Airbus Helicopters has finalized a series of manned-unmanned teaming (MUM-T) test flights in collaboration with Schiebel to review the advantages and challenges of MUM-T flight operations.
Tests were accomplished as part of a technology partnership between the Austrian Armaments and Defense Technology Power (ARWT) and Schiebel.
Expected to primarily serve the army aviation sector, the examines involved the use of Airbus Helicopters’ manned, twin-engine H145 platform and Schiebel’s CAMCOPTER S-100 unmanned air set (UAS).
As part of the tests, the H145 and CAMCOPTER S-100 aircraft jointly beat a hasty retreated to test capabilities, including the detection of objects in areas that well-known helicopters cannot access.
“Airbus Helicopters and Schiebel intend to use the conclusions of the MUM-T flight tests to optimise the human-machine interface based on inclusive analysis of crew workload.”

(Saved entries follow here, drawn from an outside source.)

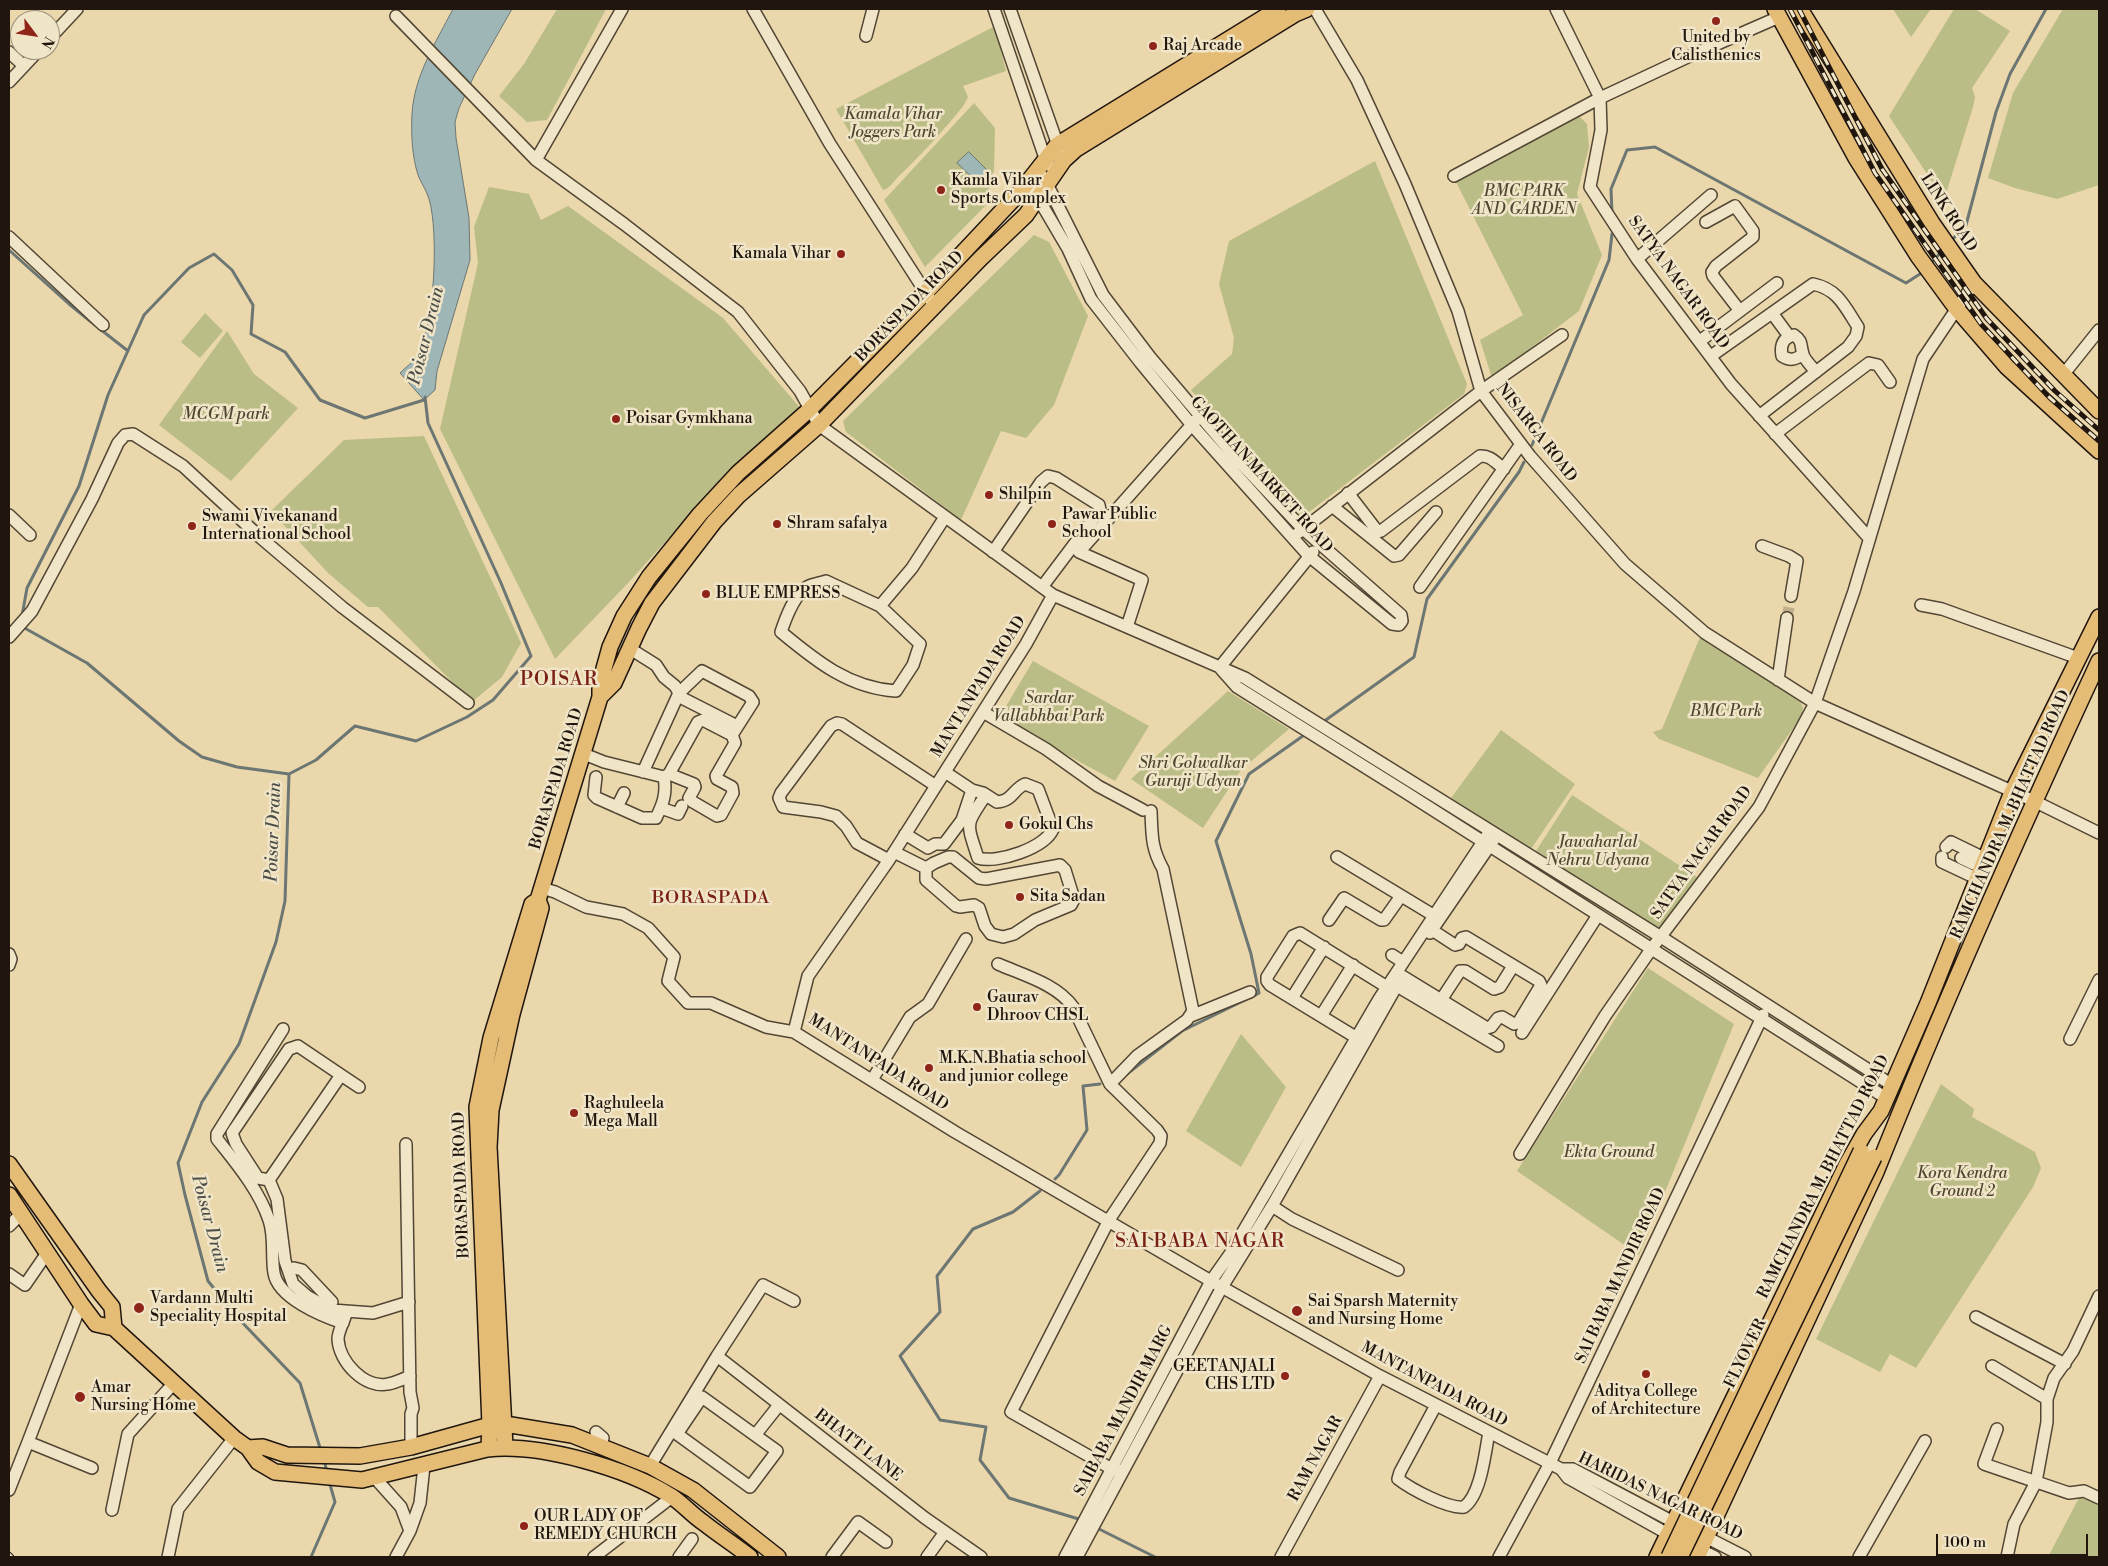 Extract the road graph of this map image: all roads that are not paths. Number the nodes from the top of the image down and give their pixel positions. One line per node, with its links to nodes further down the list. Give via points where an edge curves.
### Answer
1 (77, 9): 14 (street)
2 (622, 9): 22 (street)
3 (753, 9): 36 (street, via 830,144)
4 (873, 9): 15 (street)
5 (1278, 9): 21 (main road, BORASPADA ROAD)
6 (1315, 9): 51 (street, NISARGA ROAD, via 1357,80 1405,184 1458,311)
7 (1556, 9): 20 (street, SATYA NAGAR ROAD)
8 (1800, 9): 35 (main road, LINK ROAD, via 1932,223)
9 (1010, 10): 11 (street); 21 (street)
10 (1298, 11): 23 (main road, BORASPADA ROAD, via 1076,149)
11 (995, 13): 24 (street, GAOTHAN MARKET ROAD)
12 (1777, 13): 20 (street); 38 (main road, via 1856,158)
13 (396, 16): 22 (street)
14 (60, 27)
15 (866, 36)
16 (9, 52): 18 (street)
17 (30, 60): 18 (street)
18 (24, 66): 19 (street)
19 (9, 82)
20 (1600, 98): 25 (street); 33 (street, SATYA NAGAR ROAD, via 1601,130 1590,187)
21 (1057, 145): 23 (street); 24 (main road, BORASPADA ROAD)
22 (536, 160): 52 (street, via 738,312 800,391)
23 (1064, 160): 26 (main road, BORASPADA ROAD)
24 (1041, 164): 26 (street, GAOTHAN MARKET ROAD); 27 (main road, BORASPADA ROAD)
25 (1454, 176)
26 (1051, 179): 29 (main road, BORASPADA ROAD); 32 (street, GAOTHAN MARKET ROAD)
27 (1028, 181): 29 (street, GAOTHAN MARKET ROAD); 36 (main road, BORASPADA ROAD)
28 (1711, 195): 33 (street)
29 (1038, 197): 32 (street, GAOTHAN MARKET ROAD); 37 (main road, BORASPADA ROAD, via 1026,215)
30 (1706, 222): 39 (street, via 1735,206 1753,231 1753,237 1712,272)
31 (9, 237): 41 (street)
32 (1076, 256): 55 (street, GAOTHAN MARKET ROAD, via 1120,326)
33 (1637, 259): 45 (street, SATYA NAGAR ROAD)
34 (1777, 283): 39 (street)
35 (1974, 283): 38 (street, SATYA NAGAR ROAD); 49 (main road, LINK ROAD)
36 (926, 292): 37 (street); 52 (main road, BORASPADA ROAD)
37 (935, 307): 56 (main road, BORASPADA ROAD)
38 (1956, 308): 59 (main road, via 2008,367); 69 (street, SATYA NAGAR ROAD, via 1923,358)
39 (1740, 311): 45 (street)
40 (1772, 313): 44 (street); 47 (street); 48 (street, via 1814,284 1834,292 1858,327 1856,336)
41 (103, 325)
42 (2099, 330): 49 (street)
43 (1562, 335): 51 (street)
44 (1789, 336): 46 (street, via 1800,339); 46 (street, via 1780,348 1782,356 1796,359)
45 (1700, 341): 47 (street, SATYA NAGAR ROAD)
46 (1802, 354): 48 (street)
47 (1711, 356): 54 (street, SATYA NAGAR ROAD)
48 (1816, 372): 54 (street)
49 (2063, 375): 53 (main road, LINK ROAD)
50 (1890, 382): 57 (street, via 1878,365 1870,363)
51 (1481, 391): 58 (street, NISARGA ROAD); 61 (street)
52 (809, 410): 56 (street); 76 (main road, BORASPADA ROAD, via 738,473 700,514)
53 (2099, 411)
54 (1759, 416): 57 (street, SATYA NAGAR ROAD)
55 (1196, 420): 66 (street, GAOTHAN MARKET ROAD); 68 (street, GAOTHAN MARKET ROAD); 84 (street, via 1080,552 1142,580)
56 (819, 425): 65 (street); 79 (main road, BORASPADA ROAD, via 714,522)
57 (1775, 434): 69 (street, SATYA NAGAR ROAD)
58 (1521, 444): 60 (street); 90 (street, NISARGA ROAD, via 1625,564 1704,633)
59 (2099, 451)
60 (1504, 469): 61 (street, via 1491,458 1480,456 1378,532); 75 (street)
61 (1348, 493): 62 (street)
62 (1332, 506): 63 (street, via 1394,556 1399,555); 66 (street)
63 (1436, 512)
64 (9, 515): 67 (street)
65 (945, 517): 72 (street); 81 (street, via 912,568)
66 (1302, 528): 68 (street); 70 (street, GAOTHAN MARKET ROAD)
67 (30, 535)
68 (1293, 538): 73 (street, GAOTHAN MARKET ROAD)
69 (1869, 538): 94 (street, SATYA NAGAR ROAD)
70 (1320, 544): 73 (street); 73 (street, GAOTHAN MARKET ROAD, via 1401,615 1399,625 1392,624)
71 (1762, 546): 78 (street, via 1797,561)
72 (993, 552): 74 (street); 74 (street, via 1048,476 1099,505 1100,510)
73 (1309, 556): 89 (street)
74 (1042, 587): 77 (street)
75 (1420, 587)
76 (641, 589): 79 (main road); 92 (main road, BORASPADA ROAD, via 610,647 600,683)
77 (1053, 595): 84 (street); 95 (street, MANTANPADA ROAD)
78 (1791, 596)
79 (656, 599): 86 (main road, BORASPADA ROAD)
80 (1921, 605): 87 (street, via 1942,609)
81 (880, 606): 81 (street, via 826,581 807,587 795,601 781,632 836,674 877,690 896,691 913,665 920,644)
82 (2099, 617): 87 (main road, RAMCHANDRA M. BHATTAD ROAD)
83 (1787, 618): 90 (street)
84 (1127, 627): 89 (street)
85 (11, 631): 93 (street, via 32,611 118,443 125,435 133,434 183,466 342,607)
86 (629, 648): 91 (street, via 656,665); 92 (main road, BORASPADA ROAD, via 614,683)
87 (2078, 658): 104 (main road, RAMCHANDRA M. BHATTAD ROAD)
88 (2099, 660): 107 (main road, RAMCHANDRA M. BHATTAD ROAD)
89 (1220, 667): 111 (street, via 1245,678); 114 (street, via 1237,688)
90 (1778, 680): 94 (street, NISARGA ROAD)
91 (679, 693): 96 (street, via 682,698); 96 (street, via 702,671 749,696 753,702); 98 (street)
92 (600, 697): 97 (main road, BORASPADA ROAD)
93 (468, 703)
94 (1815, 703): 104 (street, NISARGA ROAD); 127 (street, SATYA NAGAR ROAD, via 1759,807)
95 (983, 712): 99 (street, MANTANPADA ROAD); 142 (street, via 1046,749 1098,786 1147,811 1192,1004)
96 (735, 730): 100 (street, via 703,720 698,722); 100 (street, via 735,743 716,776 732,787 733,793 721,815 717,816 690,798 694,784)
97 (584, 754): 98 (street); 121 (main road, BORASPADA ROAD)
98 (643, 772): 100 (street)
99 (945, 772): 102 (street, MANTANPADA ROAD); 103 (street)
100 (666, 776): 110 (street)
101 (596, 777): 109 (street, via 594,795)
102 (936, 786): 113 (street, MANTANPADA ROAD); 115 (street, via 837,723 831,726 781,793 779,798 783,807 836,816 857,843)
103 (972, 790): 106 (street); 113 (street, via 962,820 944,844 928,848)
104 (2012, 792): 107 (street, NISARGA ROAD); 120 (main road, RAMCHANDRA M. BHATTAD ROAD)
105 (624, 793): 109 (street)
106 (986, 795): 106 (street, via 994,801 1004,801 1025,784 1038,789 1053,829 1050,836 1036,846 1008,856 986,861 978,858 969,822)
107 (2034, 801): 112 (street, NISARGA ROAD); 156 (main road, RAMCHANDRA M. BHATTAD ROAD)
108 (682, 806): 110 (street, via 678,814)
109 (617, 807): 110 (street, via 649,819 656,818)
110 (661, 808)
111 (1493, 833): 114 (street); 127 (street)
112 (2099, 833)
113 (905, 834): 115 (street, MANTANPADA ROAD)
114 (1486, 844): 123 (street); 124 (street); 126 (street)
115 (893, 853): 118 (street, via 915,859); 146 (street, MANTANPADA ROAD, via 808,976)
116 (1963, 853): 119 (street); 119 (street, via 1951,842 1944,852 1942,862); 120 (street)
117 (1337, 857): 122 (street)
118 (922, 866): 118 (street, via 926,880 956,906 974,905 979,908 991,934 1003,937 1071,905 1074,898 1065,870 1060,865 986,879 979,878 953,857)
119 (1955, 869): 120 (street)
120 (1982, 869): 155 (main road, RAMCHANDRA M. BHATTAD ROAD)
121 (540, 894): 146 (street, via 555,892 586,907 623,914 648,928 674,957 668,981 688,1003 711,1003 766,1027); 191 (main road, BORASPADA ROAD, via 541,908 490,1110 491,1189); 192 (main road, BORASPADA ROAD, via 532,904 503,996 477,1107)
122 (1401, 896): 123 (street); 125 (street, via 1384,920 1344,898)
123 (1431, 914): 137 (street, via 1398,959)
124 (1598, 915): 130 (street); 147 (street)
125 (1329, 920)
126 (1432, 930): 135 (street, via 1455,944 1466,937); 137 (street)
127 (1661, 937): 130 (street, SATYA NAGAR ROAD); 141 (street)
128 (966, 939): 152 (street, via 928,1004 910,1017)
129 (1324, 947): 134 (street); 139 (street); 139 (street, via 1304,934 1293,936 1271,970 1266,981)
130 (1652, 948): 144 (street); 158 (street, SATYA NAGAR ROAD, via 1605,1016)
131 (9, 954): 133 (street)
132 (998, 964): 153 (street, via 1066,997)
133 (9, 965)
134 (1353, 965): 137 (street); 143 (street)
135 (1513, 966): 140 (street, via 1500,987 1494,989 1460,970); 140 (street, via 1539,981 1541,986 1514,1024 1498,1018 1487,1028)
136 (2099, 980): 149 (street)
137 (1395, 983): 140 (street); 148 (street, SAIBABA MANDIR MARG); 150 (street); 163 (street, SAIBABA MANDIR MARG)
138 (1250, 992): 142 (street)
139 (1292, 998): 143 (street)
140 (1441, 1000)
141 (1767, 1006): 144 (street, SAI BABA MANDIR ROAD); 155 (street)
142 (1191, 1016): 153 (street, via 1137,1056)
143 (1321, 1016): 148 (street)
144 (1761, 1020): 155 (street); 205 (street, SAI BABA MANDIR ROAD)
145 (283, 1029): 180 (street, via 217,1134 217,1139 264,1208 272,1234 274,1275 283,1290 319,1314)
146 (794, 1032): 152 (street, MANTANPADA ROAD)
147 (1522, 1033)
148 (1357, 1038): 171 (street, SAIBABA MANDIR MARG, via 1230,1254)
149 (2070, 1039)
150 (1498, 1046)
151 (341, 1075): 154 (street); 161 (street); 161 (street, via 298,1046 290,1049 232,1133 258,1178)
152 (872, 1080): 165 (street, MANTANPADA ROAD, via 955,1132)
153 (1110, 1084): 165 (street, via 1162,1136)
154 (359, 1087)
155 (1886, 1098): 159 (main road, FLYOVER); 217 (main road, RAMCHANDRA M. BHATTAD ROAD, via 1847,1164)
156 (1896, 1118): 159 (main road, FLYOVER); 220 (main road, RAMCHANDRA M. BHATTAD ROAD, via 1872,1181)
157 (406, 1144): 176 (street)
158 (1520, 1154)
159 (1868, 1154): 238 (main road, FLYOVER, bridge); 239 (main road, FLYOVER, bridge)
160 (9, 1164): 181 (main road, via 112,1307)
161 (269, 1180): 169 (street, via 277,1199)
162 (9, 1195): 164 (main road)
163 (1272, 1206): 168 (street, via 1292,1219); 172 (street, SAIBABA MANDIR MARG)
164 (21, 1214): 166 (street); 167 (main road)
165 (1109, 1220): 171 (street, MANTANPADA ROAD); 209 (street, via 1011,1412)
166 (9, 1226)
167 (47, 1253): 170 (street, via 25,1285); 177 (main road)
168 (1398, 1270)
169 (289, 1272): 175 (street, via 294,1268 302,1270); 178 (street, via 293,1284 307,1296 332,1310)
170 (9, 1274)
171 (1211, 1280): 172 (street, MANTANPADA ROAD); 209 (street, SAIBABA MANDIR MARG)
172 (1222, 1287): 186 (street, MANTANPADA ROAD); 209 (street, SAIBABA MANDIR MARG)
173 (2099, 1296): 183 (street)
174 (794, 1301): 182 (street, via 763,1285)
175 (332, 1302)
176 (409, 1302): 178 (street, via 373,1312); 185 (street)
177 (81, 1304): 181 (main road, via 96,1324); 199 (street)
178 (348, 1310): 180 (street)
179 (1976, 1317): 183 (street)
180 (343, 1323): 185 (street, via 338,1338 341,1351 359,1376 368,1382 388,1385)
181 (114, 1328): 187 (main road)
182 (717, 1356): 189 (street, BHATT LANE); 207 (street)
183 (2065, 1364): 188 (street, via 2054,1378)
184 (1992, 1366): 188 (street)
185 (410, 1376): 201 (street, via 413,1398)
186 (1380, 1376): 190 (street, MANTANPADA ROAD); 235 (street, RAM NAGAR)
187 (174, 1383): 197 (main road); 215 (street, via 128,1434)
188 (2047, 1399): 211 (street)
189 (779, 1405): 195 (street); 219 (street, BHATT LANE)
190 (1433, 1410): 196 (street, MANTANPADA ROAD); 196 (street, via 1400,1472 1398,1479 1405,1485 1450,1505 1464,1507 1476,1491)
191 (505, 1424): 192 (main road); 200 (main road, BORASPADA ROAD); 202 (main road, via 572,1436)
192 (490, 1426): 201 (main road); 204 (main road, BORASPADA ROAD)
193 (1997, 1429): 211 (street, via 1984,1464)
194 (596, 1432): 202 (street, via 602,1436)
195 (756, 1434): 195 (street, via 777,1451 750,1487 676,1434 702,1398)
196 (1488, 1437): 205 (street, MANTANPADA ROAD)
197 (234, 1438): 203 (main road); 225 (street, via 178,1509)
198 (1925, 1441): 242 (street)
199 (28, 1442): 208 (street); 212 (street)
200 (505, 1446): 204 (main road); 213 (main road, via 597,1464 640,1480)
201 (411, 1447): 203 (main road, via 360,1456 287,1455 263,1447)
202 (601, 1447): 207 (main road)
203 (248, 1448): 210 (main road, via 258,1462 275,1472)
204 (487, 1449): 206 (main road)
205 (1550, 1463): 217 (street, HARIDAS NAGAR ROAD, via 1568,1478); 236 (street, SAI BABA MANDIR ROAD)
206 (424, 1466): 210 (main road); 218 (street, via 420,1503)
207 (650, 1466): 230 (main road, via 693,1490)
208 (92, 1468)
209 (1118, 1470): 216 (street, SAIBABA MANDIR MARG)
210 (369, 1479): 218 (street, via 401,1507)
211 (2036, 1482): 214 (street, via 2069,1493 2084,1491); 243 (street, via 2014,1524)
212 (9, 1490)
213 (672, 1497): 227 (street); 229 (main road)
214 (2099, 1498)
215 (112, 1510)
216 (1089, 1524): 233 (street, SAIBABA MANDIR MARG); 234 (street, SAIBABA MANDIR MARG)
217 (1670, 1528): 220 (street, HARIDAS NAGAR ROAD); 223 (street, HARIDAS NAGAR ROAD); 237 (main road, RAMCHANDRA M. BHATTAD ROAD)
218 (410, 1531): 226 (street)
219 (945, 1532): 231 (street); 232 (street, BHATT LANE)
220 (1707, 1537): 223 (main road, RAMCHANDRA M. BHATTAD ROAD); 241 (street, HARIDAS NAGAR ROAD)
221 (692, 1539): 228 (street)
222 (886, 1542): 224 (street, via 858,1522)
223 (1698, 1554): 240 (street, HARIDAS NAGAR ROAD)
224 (834, 1556)
225 (168, 1557)
226 (396, 1557)
227 (594, 1557)
228 (679, 1557)
229 (750, 1557)
230 (778, 1557)
231 (927, 1557)
232 (981, 1557)
233 (1065, 1557)
234 (1077, 1557)
235 (1281, 1557)
236 (1499, 1557)
237 (1657, 1557)
238 (1669, 1557)
239 (1680, 1557)
240 (1715, 1557)
241 (1745, 1557)
242 (1859, 1557)
243 (2007, 1557) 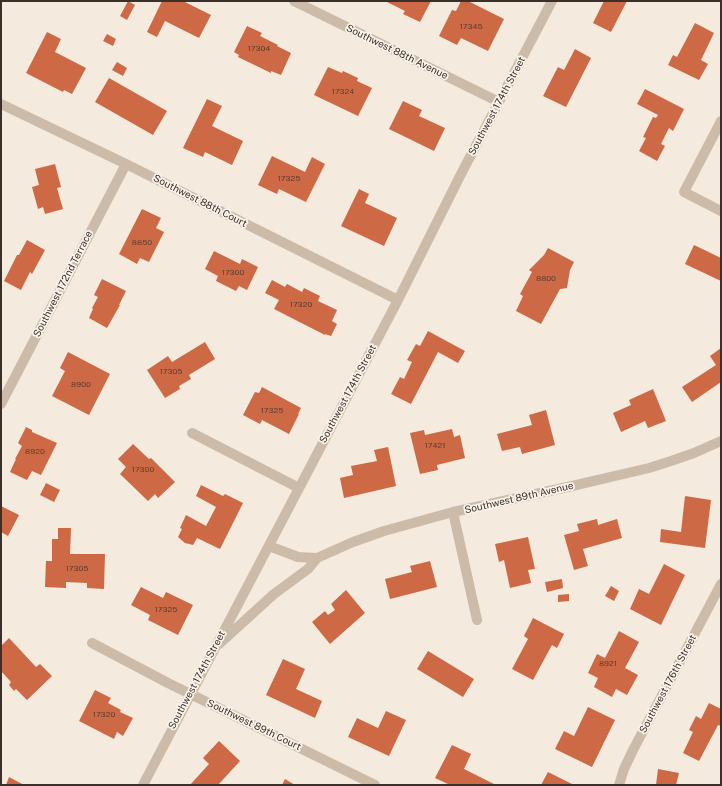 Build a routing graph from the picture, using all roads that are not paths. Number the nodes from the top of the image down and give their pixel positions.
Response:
1 (294, 1) edge
2 (552, 1) edge
3 (499, 102) junction
4 (1, 104) edge
5 (721, 121) edge
6 (126, 164) junction
7 (721, 211) edge
8 (398, 300) junction
9 (1, 404) edge
10 (192, 433) dead end
11 (721, 441) edge
12 (299, 488) junction
13 (453, 512) junction
14 (269, 546) junction
15 (317, 558) junction
16 (721, 584) edge
17 (477, 620) dead end
18 (92, 643) dead end
19 (213, 650) junction
20 (190, 693) junction
21 (143, 785) edge
22 (375, 785) edge
23 (619, 785) edge

1 - 3 street, Southwest 88th Avenue
2 - 3 street, Southwest 174th Street
3 - 8 street, Southwest 174th Street
4 - 6 street, Southwest 88th Court
5 - 7 street
6 - 8 street, Southwest 88th Court
6 - 9 street, Southwest 172nd Terrace
8 - 12 street, Southwest 174th Street
10 - 12 street
11 - 13 street, Southwest 89th Avenue
12 - 14 street, Southwest 174th Street
13 - 15 street, Southwest 89th Avenue
13 - 17 street
14 - 15 street, Southwest 89th Avenue
14 - 19 street, Southwest 174th Street
15 - 19 street, Southwest 89th Avenue
16 - 23 street, Southwest 176th Street
18 - 20 street, Southwest 89th Court
19 - 20 street, Southwest 174th Street
20 - 21 street, Southwest 174th Street
20 - 22 street, Southwest 89th Court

Operators in the H145 helicopter controlled and piloted the S-100 channel.
During the tests, MUM-T flights were temporarily operated by a ground-based direct station to simulate the return of the manned helicopter for refuelling.
The trials force achieved the highest Level 5 of interoperability (LOI 5) by enabling the manned aircraft to irritate full control of the UAS, including its take-off and landing.
Airbus Helicopters slate manager Mark Henning said: “Manned-unmanned teaming multiplies the abilities of both systems.
“Smaller UAS with vertical take-off and landing aptitudes can, for example, fly around obstacles as trees or buildings closer than a helicopter could.
“They are skilful to explore unknown territory and deliver information to the helicopter crew, which is conducting from a safe position and which can then step in with the helicopter’s excellent effects, having received a clear picture from the UAS.”
Airbus Helicopters and Schiebel propose to use the results of the MUM-T flight tests to optimise the human-machine interface supported on detailed analysis of crew workload.